**What is required**.
Determine how many lines in the listing below contain the word "roads", then state that number by itself.

**Data section**.
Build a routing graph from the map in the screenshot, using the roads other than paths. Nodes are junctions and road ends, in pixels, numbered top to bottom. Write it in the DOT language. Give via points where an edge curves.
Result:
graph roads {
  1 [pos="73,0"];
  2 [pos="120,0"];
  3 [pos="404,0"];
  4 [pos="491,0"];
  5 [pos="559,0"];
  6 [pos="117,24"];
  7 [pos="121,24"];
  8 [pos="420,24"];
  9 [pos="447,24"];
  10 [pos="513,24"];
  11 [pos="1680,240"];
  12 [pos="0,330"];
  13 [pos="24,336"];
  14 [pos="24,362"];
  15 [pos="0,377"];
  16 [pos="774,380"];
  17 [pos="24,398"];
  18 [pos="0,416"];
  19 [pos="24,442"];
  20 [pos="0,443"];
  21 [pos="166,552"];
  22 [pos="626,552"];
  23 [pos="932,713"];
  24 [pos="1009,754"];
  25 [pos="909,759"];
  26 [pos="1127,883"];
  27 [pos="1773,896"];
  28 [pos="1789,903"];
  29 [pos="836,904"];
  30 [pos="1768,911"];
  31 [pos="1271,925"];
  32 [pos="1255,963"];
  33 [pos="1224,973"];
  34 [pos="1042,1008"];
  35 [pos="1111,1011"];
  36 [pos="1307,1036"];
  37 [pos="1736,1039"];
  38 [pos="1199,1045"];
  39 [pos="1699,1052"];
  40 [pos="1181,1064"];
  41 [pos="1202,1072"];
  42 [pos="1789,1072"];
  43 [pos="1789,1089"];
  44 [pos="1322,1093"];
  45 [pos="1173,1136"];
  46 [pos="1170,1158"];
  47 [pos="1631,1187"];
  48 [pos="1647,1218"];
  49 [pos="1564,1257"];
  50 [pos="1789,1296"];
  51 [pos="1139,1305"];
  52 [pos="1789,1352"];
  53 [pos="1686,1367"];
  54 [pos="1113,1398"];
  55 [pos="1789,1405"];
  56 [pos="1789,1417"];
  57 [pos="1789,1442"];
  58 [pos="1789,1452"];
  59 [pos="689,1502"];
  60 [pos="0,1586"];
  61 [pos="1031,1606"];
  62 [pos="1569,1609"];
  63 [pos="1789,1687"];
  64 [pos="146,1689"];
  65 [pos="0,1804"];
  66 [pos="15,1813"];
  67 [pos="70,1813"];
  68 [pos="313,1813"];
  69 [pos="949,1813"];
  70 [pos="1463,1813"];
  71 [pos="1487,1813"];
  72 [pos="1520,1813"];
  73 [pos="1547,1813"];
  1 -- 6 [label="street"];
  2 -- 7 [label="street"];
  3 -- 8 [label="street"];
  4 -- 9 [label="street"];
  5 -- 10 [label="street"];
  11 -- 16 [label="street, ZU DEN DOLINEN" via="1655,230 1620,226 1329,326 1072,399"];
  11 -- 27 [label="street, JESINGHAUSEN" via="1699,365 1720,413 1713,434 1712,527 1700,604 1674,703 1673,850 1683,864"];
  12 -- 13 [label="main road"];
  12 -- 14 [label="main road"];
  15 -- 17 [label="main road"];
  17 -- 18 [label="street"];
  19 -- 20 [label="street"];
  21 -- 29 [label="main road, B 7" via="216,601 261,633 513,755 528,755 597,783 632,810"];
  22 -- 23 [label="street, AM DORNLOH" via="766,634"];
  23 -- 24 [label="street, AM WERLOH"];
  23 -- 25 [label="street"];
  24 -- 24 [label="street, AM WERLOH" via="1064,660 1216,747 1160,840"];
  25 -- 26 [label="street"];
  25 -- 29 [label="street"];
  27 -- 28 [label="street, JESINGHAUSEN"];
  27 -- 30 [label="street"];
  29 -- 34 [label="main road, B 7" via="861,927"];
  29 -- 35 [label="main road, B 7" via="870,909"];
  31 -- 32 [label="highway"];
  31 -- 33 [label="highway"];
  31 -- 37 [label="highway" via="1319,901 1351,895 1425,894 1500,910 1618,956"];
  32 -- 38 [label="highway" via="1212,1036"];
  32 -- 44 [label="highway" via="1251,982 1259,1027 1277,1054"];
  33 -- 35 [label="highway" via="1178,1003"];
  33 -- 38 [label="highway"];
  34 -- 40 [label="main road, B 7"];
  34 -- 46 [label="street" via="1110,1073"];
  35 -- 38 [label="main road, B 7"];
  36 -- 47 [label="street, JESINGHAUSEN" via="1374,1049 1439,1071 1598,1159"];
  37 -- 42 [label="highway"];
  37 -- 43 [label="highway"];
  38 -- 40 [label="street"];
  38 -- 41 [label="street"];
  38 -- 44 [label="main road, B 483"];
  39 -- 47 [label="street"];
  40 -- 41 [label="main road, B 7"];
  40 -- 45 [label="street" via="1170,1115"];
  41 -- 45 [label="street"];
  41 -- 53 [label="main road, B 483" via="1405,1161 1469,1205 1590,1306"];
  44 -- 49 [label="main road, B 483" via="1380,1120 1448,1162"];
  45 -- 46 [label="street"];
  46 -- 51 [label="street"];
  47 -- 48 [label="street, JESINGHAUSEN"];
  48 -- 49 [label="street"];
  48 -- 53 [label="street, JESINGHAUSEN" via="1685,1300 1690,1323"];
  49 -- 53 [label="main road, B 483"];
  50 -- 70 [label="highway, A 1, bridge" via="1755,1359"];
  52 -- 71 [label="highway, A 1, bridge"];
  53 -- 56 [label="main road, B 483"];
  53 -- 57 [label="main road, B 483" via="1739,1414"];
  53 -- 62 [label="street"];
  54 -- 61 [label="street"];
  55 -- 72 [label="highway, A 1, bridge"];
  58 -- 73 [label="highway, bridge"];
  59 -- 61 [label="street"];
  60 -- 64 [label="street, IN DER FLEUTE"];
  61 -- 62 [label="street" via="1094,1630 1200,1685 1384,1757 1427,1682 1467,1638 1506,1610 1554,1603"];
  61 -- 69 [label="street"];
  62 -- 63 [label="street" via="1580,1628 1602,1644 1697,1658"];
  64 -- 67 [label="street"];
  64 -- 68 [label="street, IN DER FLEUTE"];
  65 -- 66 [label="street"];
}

**Result of this exercise**.
2